[OJO, SPOILER]
Podría decir muchas cosas sobre “La casa de papel”. Podría decir que es, junto a “Sé quién eres”, una de las dos mejores series dramáticas de 2017. Podría decir que es la serie de acción que más me ha divertido desde “Prison Break”. Podría nombrar a Berlín como uno de las malos más legendarios de nuestra ficción. Podría alabar el riesgo que asume esa writers´room para escapar de los tópicos del género. Podría incluso hacer un análisis de por qué, a pesar de todo esto, la serie se despide con datos de audiencia discretísimos (¿a qué se debe? ¿es que el género de acción, tradicionalmente asociado al espectador varón, tiene escaso tirón en televisión? ¿y por qué? ¿tiene razón Ramón Campos cuando dice que el público femenino es el bizcocho de la tarta?).

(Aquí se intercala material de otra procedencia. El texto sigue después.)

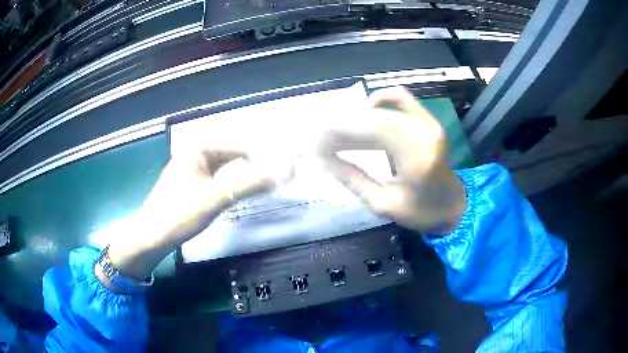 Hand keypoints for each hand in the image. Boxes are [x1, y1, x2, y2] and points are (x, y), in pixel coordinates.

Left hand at [100, 148, 286, 283]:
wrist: (151, 237)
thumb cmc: (179, 214)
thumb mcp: (215, 198)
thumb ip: (249, 184)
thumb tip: (282, 173)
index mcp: (198, 149)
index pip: (239, 147)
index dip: (263, 158)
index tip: (284, 170)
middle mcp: (195, 155)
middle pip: (233, 156)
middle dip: (255, 165)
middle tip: (278, 177)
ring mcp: (192, 171)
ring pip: (226, 168)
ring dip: (245, 175)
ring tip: (265, 184)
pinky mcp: (191, 186)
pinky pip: (218, 179)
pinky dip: (233, 184)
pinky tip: (241, 192)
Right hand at [318, 87, 465, 234]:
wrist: (453, 205)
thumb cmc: (422, 212)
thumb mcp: (382, 204)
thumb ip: (352, 178)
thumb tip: (322, 160)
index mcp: (417, 156)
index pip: (370, 132)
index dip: (338, 133)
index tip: (313, 142)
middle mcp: (424, 132)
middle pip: (373, 118)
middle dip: (341, 126)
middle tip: (318, 139)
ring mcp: (428, 122)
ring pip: (382, 109)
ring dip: (355, 118)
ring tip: (334, 131)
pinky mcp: (427, 120)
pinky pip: (401, 98)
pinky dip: (381, 99)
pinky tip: (365, 108)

Podría, como decía, perderme en un montón de conjeturas sobre estos y otros temas. Sin embargo, hay algo en el último capítulo que a mí me llamó poderosamente la atención. Corre el minuto 25 cuando la inspectora al frente del operativo contra el robo más grande de la historia de España se encuentra a merced del cerebro de la banda: el profesor. Durante los quince capítulos que componen esta serie, mientras los atracadores encerrados en la fábrica de moneda han estado imprimiendo sus propios billetes, fuera, la inspectora y el profesor se han ido involuntariamente enamorando el uno del otro. Ahora que ella ha descubierto quién es él, se siente traicionada y sólo quiere vengarse del dolor que él le ha infringido entregándole a la policía. Pero él la tiene esposada en su cuartel general tratando de convencerla infructuosamente de que su amor es real. Es entonces cuando el profesor apela al argumento definitivo.
PROFESOR
¿Por qué no me quieres oír, Raquel? ¿Porque soy de los malos? Te han enseñado a verlo todo en concepto de buenos y malos. Pero esto que estamos haciendo no te parece mal si lo hace otra gente. En el año 2011, el Banco Central Europeo creó de la nada 171.000 millones de euros… de la nada. Igual que estamos haciendo nosotros. Sólo que a lo grande. 185.000 en el 2012, 145.000 en el 2013 ¿y sabes a dónde fue a parar todo ese dinero? A los bancos. Directamente de la fábrica a los más ricos. ¿Dijo alguien que el Banco Central Europeo fuera un ladrón? No. Inyección de liquidez, lo llamaron. Y lo sacaron de la nada, Raquel. ¡De la nada! (coge un billete y lo rompe) ¿Qué es esto, Raquel? Esto no es nada. Es papel. Lo ves? Estoy haciendo una inyección de liquidez. Pero no a la banca. La estoy haciendo aquí, en la economía real de este grupo de desgraciados que somos. Para escapar de todo esto. ¿Tú no quieres escapar?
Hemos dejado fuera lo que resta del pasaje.